■ Records ■
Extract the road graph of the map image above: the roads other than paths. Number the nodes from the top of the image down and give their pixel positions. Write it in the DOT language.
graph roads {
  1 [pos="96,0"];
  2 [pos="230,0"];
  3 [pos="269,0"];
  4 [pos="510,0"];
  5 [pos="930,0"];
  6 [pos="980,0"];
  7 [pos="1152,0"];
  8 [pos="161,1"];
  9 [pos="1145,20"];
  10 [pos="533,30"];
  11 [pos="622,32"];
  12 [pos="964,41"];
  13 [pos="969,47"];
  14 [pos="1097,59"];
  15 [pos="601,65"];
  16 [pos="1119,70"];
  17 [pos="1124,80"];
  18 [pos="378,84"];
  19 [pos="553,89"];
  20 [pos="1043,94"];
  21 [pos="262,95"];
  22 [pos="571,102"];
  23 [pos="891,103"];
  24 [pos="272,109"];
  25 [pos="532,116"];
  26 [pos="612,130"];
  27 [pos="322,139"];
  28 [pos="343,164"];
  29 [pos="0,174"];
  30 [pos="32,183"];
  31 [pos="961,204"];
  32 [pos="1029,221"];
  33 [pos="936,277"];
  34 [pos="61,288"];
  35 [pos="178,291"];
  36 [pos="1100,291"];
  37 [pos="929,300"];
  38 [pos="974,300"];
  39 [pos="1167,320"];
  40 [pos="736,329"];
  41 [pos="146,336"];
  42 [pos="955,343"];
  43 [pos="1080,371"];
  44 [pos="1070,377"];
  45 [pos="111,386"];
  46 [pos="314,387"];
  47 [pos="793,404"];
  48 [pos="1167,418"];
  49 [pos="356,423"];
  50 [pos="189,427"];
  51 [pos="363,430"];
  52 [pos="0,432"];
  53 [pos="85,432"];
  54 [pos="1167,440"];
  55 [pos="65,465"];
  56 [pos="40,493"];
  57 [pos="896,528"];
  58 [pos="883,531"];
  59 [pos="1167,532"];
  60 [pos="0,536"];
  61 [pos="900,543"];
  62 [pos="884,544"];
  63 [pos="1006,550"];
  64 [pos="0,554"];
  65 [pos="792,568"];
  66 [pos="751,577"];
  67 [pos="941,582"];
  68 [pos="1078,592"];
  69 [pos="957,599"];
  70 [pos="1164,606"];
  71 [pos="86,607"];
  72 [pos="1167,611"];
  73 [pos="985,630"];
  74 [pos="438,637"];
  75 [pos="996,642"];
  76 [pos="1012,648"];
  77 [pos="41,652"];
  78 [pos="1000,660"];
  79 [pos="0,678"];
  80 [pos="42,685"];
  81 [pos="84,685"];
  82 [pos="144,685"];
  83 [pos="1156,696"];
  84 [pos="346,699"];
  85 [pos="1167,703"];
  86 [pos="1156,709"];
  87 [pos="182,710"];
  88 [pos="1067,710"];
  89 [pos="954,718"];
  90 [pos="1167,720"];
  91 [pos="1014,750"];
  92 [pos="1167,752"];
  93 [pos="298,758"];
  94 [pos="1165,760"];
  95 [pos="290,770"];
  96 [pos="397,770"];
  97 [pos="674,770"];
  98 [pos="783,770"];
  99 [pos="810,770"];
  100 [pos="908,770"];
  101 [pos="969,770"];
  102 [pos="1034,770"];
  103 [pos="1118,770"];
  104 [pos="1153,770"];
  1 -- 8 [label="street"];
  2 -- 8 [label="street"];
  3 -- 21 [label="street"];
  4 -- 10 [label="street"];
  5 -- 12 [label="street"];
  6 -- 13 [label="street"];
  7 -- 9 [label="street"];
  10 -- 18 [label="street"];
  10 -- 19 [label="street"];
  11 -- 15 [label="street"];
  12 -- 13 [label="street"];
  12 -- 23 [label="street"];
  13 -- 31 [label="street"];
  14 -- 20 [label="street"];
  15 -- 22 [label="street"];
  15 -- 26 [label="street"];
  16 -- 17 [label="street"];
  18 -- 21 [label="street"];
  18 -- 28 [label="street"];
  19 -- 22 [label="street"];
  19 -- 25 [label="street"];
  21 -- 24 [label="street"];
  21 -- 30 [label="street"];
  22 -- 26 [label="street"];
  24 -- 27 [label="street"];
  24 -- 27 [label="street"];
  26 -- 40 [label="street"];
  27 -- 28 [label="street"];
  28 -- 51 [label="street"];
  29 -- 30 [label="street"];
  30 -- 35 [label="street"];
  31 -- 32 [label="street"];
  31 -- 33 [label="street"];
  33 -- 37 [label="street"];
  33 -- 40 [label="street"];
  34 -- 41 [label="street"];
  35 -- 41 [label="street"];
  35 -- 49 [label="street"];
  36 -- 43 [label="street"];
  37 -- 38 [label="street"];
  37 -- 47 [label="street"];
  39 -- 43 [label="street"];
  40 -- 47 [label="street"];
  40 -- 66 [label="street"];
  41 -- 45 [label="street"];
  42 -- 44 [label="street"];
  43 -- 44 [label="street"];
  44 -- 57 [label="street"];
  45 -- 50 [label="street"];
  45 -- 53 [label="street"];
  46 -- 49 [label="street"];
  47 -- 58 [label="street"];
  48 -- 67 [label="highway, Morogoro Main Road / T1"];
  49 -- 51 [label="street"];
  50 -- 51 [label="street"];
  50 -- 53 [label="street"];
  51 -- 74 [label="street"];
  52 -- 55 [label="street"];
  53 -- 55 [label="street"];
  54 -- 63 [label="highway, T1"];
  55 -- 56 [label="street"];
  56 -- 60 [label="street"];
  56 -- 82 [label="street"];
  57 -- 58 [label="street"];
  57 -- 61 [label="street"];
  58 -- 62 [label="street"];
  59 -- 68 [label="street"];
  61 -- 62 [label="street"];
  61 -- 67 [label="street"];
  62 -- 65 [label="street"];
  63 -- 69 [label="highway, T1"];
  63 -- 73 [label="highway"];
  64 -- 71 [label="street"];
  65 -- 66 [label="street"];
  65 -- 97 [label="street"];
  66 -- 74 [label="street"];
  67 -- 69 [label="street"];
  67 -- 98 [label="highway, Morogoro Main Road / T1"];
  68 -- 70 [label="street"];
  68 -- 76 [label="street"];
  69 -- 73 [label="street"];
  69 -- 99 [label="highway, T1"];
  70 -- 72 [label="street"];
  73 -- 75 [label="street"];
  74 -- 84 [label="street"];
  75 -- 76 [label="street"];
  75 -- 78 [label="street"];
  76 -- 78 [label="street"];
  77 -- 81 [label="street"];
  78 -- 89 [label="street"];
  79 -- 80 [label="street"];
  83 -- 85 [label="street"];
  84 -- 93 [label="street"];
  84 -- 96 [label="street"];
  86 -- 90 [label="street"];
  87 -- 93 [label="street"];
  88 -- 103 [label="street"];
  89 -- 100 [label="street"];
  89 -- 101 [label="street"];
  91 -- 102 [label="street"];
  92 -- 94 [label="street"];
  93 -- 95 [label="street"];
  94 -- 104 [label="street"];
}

■ What the task asks ■
Where the word "roads" shows up in a line of the listing, return that line.

■ Completed exercise ■
Extract the road graph of the map image above: the roads other than paths. Number the nodes from the top of the image down and give their pixel positions. Write it in the DOT language.
graph roads {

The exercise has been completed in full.